Model: `claude-haiku-4-5` (tool) · Total: 94.2s
*Informational only — does not block merge*

The reviewer sees the failure, checks whether it’s a real regression or sampling variance, and decides whether to investigate before merging. No magic. No automation. Just signal.

The Rollout Plan

This is a two-phase approach:

Phase 1 (now): Non-blocking informational gate. Collect false-positive rate data over 30 days.

Phase 2 (after 30 days of stability): If false-positive rate is <10%, promote to required check. Expand to 5 tests. Add N=2 repeats for flaky test tolerance.

This is deliberately conservative. The worst outcome would be a gate that blocks good PRs often enough that people start ignoring it or bypassing it.
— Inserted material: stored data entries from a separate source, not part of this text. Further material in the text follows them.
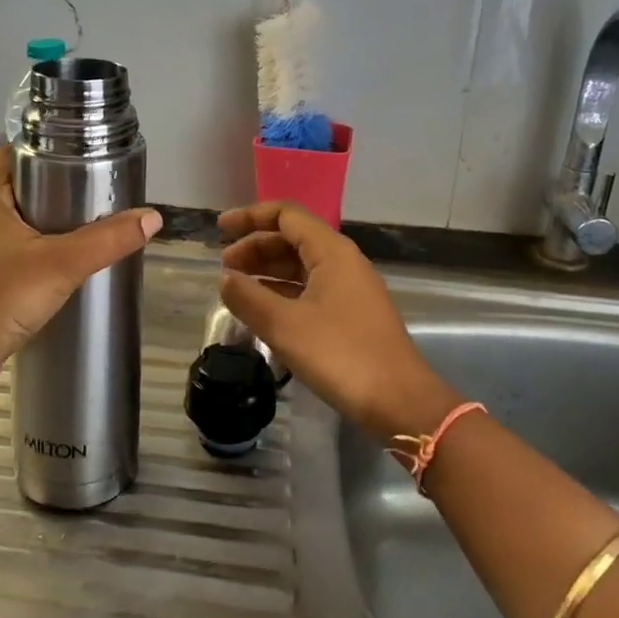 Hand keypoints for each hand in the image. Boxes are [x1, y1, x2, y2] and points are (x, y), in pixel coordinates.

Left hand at [0, 148, 160, 393]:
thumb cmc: (0, 297)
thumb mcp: (61, 263)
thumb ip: (107, 240)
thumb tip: (152, 217)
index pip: (5, 158)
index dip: (33, 147)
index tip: (68, 147)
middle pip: (13, 192)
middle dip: (48, 187)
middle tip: (89, 186)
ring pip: (13, 228)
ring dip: (42, 225)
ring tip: (83, 226)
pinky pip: (11, 261)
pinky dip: (35, 257)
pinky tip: (61, 270)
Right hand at [218, 201, 458, 440]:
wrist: (399, 402)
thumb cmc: (340, 355)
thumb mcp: (285, 326)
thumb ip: (248, 297)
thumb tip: (225, 278)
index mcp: (331, 251)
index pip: (286, 215)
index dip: (250, 217)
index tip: (219, 229)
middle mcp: (343, 261)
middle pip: (292, 238)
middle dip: (255, 247)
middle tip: (224, 269)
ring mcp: (350, 289)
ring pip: (301, 266)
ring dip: (267, 271)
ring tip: (236, 288)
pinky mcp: (352, 315)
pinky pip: (310, 289)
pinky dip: (282, 292)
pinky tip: (263, 310)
Start informational, earn trust, then make it required.

Why Bother With This At All?

The deeper answer: the eval suite is gptme’s definition of “works correctly.” If the agent can’t write Hello World, find the 100th prime, and fix a simple bug, it doesn’t matter how many unit tests pass.

Having that definition embedded in CI means every behavioral regression surfaces at the moment it’s introduced, not weeks later when someone notices the agent has been producing subtly wrong output.

For an AI agent project, this is the equivalent of running make test before merging. It should be table stakes.

The implementation is in PR gptme#1660. The design doc is in Bob’s workspace at knowledge/technical-designs/eval-as-ci-design.md.